August 2016 Mopar of the Month

Mike writes from Texas: Just over five years ago I started the restoration of my 1962 Plymouth Fury.

[Editor's Note: See restoration photos at the end of this page.]

I first sandblasted the entire car and had the trunk floor replaced, the top straightened and strengthened, and replaced the trunk lid and passenger front fender. The next year I removed the rear axle and all the front suspension. Then I sandblasted the underside; at the end of each day's blasting I rattle-can painted "Sail Blue" on the underside.

1962 Plymouth Fury, driver side top view
1962 Plymouth Fury, driver side front

The body went off to the body shop to be painted Bright Blue Metallic on the bottom and white on the top, with a blue pearlized clear coat. †They also shaved off the door handles and trunk key, for a smoother look.

†I had the gas tank redone at Gas Tank Renu outside of Houston, and the power steering unit rebuilt by Lars up in Minnesota. I also decided on tubular A arms, and†put all new parts in the front end. †At the same time I put on disc brakes up front from Stainless Steel Brakes Corporation (SSBC).

I bought a 392 Hemi in about 2004, which had a dual quad intake with number sequential four barrel carburetors and had it all rebuilt for this project. I was putting it in and found out that the motor would not fit with power steering and disc brakes. At a seminar at the Carlisle All-Chrysler Nationals in Carlisle PA I had heard Herb McCandless state how easy it was to swap in a 5.7 Hemi into his 1962 Chrysler.
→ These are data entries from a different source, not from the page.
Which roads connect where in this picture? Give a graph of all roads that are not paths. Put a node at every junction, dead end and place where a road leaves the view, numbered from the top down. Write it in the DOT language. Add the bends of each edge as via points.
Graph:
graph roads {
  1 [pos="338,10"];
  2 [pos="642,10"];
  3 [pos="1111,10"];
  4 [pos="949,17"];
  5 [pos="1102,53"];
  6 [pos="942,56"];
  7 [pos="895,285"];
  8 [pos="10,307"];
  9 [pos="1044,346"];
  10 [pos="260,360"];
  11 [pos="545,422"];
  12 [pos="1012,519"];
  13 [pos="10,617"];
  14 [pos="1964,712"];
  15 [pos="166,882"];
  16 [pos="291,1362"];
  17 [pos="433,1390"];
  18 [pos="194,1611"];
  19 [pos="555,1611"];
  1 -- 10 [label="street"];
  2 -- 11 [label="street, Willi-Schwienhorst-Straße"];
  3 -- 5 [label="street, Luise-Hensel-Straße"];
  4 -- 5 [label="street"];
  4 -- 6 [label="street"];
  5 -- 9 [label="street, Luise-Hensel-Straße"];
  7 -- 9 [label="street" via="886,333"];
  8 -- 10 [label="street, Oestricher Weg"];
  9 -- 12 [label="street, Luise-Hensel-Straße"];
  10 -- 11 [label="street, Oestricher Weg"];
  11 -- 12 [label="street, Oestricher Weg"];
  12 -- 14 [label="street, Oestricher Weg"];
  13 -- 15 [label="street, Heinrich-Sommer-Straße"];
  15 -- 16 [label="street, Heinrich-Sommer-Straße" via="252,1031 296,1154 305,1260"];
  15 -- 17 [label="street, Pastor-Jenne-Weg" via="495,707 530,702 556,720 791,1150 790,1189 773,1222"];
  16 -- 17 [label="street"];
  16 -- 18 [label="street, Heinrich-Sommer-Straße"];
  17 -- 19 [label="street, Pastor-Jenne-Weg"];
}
So I sold the 392 motor on Craigslist to a man in Tulsa and bought a 2008 5.7 Hemi. The problem was I did not hear Herb say to get a 2007 and earlier motor for project cars. He had put a carburetor on his, and I found out that I could not use carburetors on a 2008 or newer motor. The wires for the electronic fuel injection (EFI) on this 2008 motor were cut and I was not sure about the EFI computer matching so I had wanted to go with carburetors also on the 2008, but there are no available intake manifolds for them. So I bought a 2004 5.7 Hemi out of the Corpus Christi, Texas area that was still connected to the EFI computer, which allowed me to use the EFI. (I eventually sold the 2008 motor for just over half what I originally paid for it.)

1962 Plymouth Fury, Hemi engine 1962 Plymouth Fury, Hemi engine

1962 Plymouth Fury, Hemi emblem<

I had some trouble putting in the 5.7 because the original power steering sat up too high. †So after a few months I found where Borgson sells units that will work on the 5.7 Hemi, and even larger motors for Mopar adaptor bolts. †So back to the body shop for more fabrication so it would all get low enough to fit below the hood. In making it lower, the oil filter would not fit because the motor had been dropped and the filter was against the K-member. So had to install a remote oil filter on the inner-fender wall.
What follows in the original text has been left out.